Supplied entries:

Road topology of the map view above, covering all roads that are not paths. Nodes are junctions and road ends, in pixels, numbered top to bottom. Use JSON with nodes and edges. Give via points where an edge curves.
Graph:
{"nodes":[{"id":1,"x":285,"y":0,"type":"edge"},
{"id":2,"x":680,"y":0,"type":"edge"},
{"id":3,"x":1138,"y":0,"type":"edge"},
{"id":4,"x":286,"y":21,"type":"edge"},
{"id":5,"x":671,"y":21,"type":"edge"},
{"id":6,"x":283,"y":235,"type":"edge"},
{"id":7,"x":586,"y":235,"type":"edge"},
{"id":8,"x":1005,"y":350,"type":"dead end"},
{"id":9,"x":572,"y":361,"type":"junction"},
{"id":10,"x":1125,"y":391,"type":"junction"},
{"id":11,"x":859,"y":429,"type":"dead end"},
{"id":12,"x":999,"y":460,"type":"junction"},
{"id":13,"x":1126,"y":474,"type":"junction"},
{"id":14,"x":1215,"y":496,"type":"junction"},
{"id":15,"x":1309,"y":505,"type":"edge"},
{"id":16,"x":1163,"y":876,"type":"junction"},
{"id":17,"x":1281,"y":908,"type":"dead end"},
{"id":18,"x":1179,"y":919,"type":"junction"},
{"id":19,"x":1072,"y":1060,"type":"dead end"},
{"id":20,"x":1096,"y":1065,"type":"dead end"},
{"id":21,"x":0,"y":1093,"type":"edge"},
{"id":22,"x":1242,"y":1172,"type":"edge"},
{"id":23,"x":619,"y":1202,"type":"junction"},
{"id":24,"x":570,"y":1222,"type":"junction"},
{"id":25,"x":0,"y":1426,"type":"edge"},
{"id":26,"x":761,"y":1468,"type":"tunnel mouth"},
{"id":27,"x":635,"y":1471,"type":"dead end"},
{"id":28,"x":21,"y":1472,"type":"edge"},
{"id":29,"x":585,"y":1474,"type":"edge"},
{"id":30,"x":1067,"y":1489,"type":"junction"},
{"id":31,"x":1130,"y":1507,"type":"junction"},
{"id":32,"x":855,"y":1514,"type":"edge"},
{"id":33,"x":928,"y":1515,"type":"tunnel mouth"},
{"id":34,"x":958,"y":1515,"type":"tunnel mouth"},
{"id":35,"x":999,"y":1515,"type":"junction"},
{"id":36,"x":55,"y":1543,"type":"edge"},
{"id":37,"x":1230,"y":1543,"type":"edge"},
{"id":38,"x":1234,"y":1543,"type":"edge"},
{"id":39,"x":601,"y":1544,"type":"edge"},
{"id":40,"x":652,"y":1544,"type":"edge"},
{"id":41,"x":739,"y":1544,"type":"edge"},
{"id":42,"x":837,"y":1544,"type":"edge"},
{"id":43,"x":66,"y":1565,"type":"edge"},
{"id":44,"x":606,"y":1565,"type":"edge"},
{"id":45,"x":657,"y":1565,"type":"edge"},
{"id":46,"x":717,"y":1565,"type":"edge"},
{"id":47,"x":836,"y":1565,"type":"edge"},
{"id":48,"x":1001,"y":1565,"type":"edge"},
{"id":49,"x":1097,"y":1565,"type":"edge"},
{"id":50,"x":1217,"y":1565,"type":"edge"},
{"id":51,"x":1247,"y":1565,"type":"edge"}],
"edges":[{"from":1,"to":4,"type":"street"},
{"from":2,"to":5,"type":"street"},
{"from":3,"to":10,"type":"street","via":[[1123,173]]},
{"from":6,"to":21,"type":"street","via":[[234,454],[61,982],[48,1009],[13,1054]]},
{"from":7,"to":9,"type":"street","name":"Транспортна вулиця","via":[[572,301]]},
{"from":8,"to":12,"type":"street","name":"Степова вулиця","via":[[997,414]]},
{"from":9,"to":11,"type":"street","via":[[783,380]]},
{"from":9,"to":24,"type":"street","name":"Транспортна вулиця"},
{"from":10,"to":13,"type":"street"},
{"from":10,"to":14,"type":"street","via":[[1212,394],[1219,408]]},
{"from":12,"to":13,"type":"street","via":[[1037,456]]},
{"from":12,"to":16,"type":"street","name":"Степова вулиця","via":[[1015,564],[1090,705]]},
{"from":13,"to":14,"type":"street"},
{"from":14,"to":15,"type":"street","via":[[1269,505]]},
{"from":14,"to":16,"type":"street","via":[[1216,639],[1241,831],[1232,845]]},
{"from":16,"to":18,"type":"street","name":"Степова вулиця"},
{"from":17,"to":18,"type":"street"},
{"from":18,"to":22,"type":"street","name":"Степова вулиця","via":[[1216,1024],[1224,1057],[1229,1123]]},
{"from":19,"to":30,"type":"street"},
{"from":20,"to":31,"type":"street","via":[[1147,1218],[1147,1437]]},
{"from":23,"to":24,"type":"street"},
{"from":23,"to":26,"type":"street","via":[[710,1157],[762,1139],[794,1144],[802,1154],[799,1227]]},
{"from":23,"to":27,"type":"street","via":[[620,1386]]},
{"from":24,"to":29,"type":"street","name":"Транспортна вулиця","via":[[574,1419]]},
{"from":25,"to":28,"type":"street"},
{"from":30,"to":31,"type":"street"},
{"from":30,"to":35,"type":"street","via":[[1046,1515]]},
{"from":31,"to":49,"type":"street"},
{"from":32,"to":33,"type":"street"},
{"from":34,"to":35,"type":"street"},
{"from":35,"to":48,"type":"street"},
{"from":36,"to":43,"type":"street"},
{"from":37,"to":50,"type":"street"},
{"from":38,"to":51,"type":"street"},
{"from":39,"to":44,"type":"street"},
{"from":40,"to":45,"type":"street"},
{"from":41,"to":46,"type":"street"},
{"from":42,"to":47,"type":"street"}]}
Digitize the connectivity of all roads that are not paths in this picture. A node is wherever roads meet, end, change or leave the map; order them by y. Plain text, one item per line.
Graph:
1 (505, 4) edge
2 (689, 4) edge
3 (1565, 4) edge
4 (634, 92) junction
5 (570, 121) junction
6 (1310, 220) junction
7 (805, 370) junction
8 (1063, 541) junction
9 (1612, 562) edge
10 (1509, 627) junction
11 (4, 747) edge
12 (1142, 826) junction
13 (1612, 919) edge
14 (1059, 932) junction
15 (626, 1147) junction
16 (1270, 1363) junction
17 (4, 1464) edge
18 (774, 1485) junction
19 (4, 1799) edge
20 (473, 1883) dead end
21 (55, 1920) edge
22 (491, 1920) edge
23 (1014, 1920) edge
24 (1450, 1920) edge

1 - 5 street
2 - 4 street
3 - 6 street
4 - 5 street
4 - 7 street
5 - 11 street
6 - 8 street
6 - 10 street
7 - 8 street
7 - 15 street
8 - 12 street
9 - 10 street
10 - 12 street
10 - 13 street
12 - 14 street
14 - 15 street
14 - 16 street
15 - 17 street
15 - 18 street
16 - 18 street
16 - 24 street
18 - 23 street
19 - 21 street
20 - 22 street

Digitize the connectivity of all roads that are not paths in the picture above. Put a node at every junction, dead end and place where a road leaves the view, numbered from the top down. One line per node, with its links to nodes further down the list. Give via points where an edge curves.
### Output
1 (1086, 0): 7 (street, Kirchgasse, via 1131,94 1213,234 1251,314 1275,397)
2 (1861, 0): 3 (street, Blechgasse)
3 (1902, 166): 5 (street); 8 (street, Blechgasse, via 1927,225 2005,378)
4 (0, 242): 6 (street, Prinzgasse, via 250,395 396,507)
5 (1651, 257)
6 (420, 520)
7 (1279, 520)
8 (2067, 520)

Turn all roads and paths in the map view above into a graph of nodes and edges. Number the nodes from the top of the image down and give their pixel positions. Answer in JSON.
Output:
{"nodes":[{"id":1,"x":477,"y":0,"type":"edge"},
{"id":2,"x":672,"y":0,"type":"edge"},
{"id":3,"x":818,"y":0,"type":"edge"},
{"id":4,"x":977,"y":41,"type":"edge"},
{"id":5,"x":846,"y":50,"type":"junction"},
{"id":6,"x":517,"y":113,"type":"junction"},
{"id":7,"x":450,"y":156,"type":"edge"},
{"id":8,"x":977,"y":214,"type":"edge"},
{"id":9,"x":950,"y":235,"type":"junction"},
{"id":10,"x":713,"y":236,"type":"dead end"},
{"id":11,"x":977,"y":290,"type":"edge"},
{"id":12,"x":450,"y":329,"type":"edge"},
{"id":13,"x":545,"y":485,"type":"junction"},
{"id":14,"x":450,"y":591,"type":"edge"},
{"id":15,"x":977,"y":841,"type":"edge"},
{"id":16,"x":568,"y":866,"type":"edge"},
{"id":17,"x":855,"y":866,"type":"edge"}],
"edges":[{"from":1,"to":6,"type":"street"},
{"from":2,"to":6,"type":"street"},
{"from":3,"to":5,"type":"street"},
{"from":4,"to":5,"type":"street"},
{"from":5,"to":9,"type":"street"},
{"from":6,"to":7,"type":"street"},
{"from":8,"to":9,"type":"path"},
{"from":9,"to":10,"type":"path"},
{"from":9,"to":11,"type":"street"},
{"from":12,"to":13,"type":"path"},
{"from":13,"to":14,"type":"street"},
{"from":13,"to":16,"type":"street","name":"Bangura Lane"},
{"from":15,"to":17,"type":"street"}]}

What is being asked: Look over the data above and show each line that contains "tunnel".

Your response:
{"id":26,"x":761,"y":1468,"type":"tunnel mouth"},
{"id":33,"x":928,"y":1515,"type":"tunnel mouth"},
{"id":34,"x":958,"y":1515,"type":"tunnel mouth"},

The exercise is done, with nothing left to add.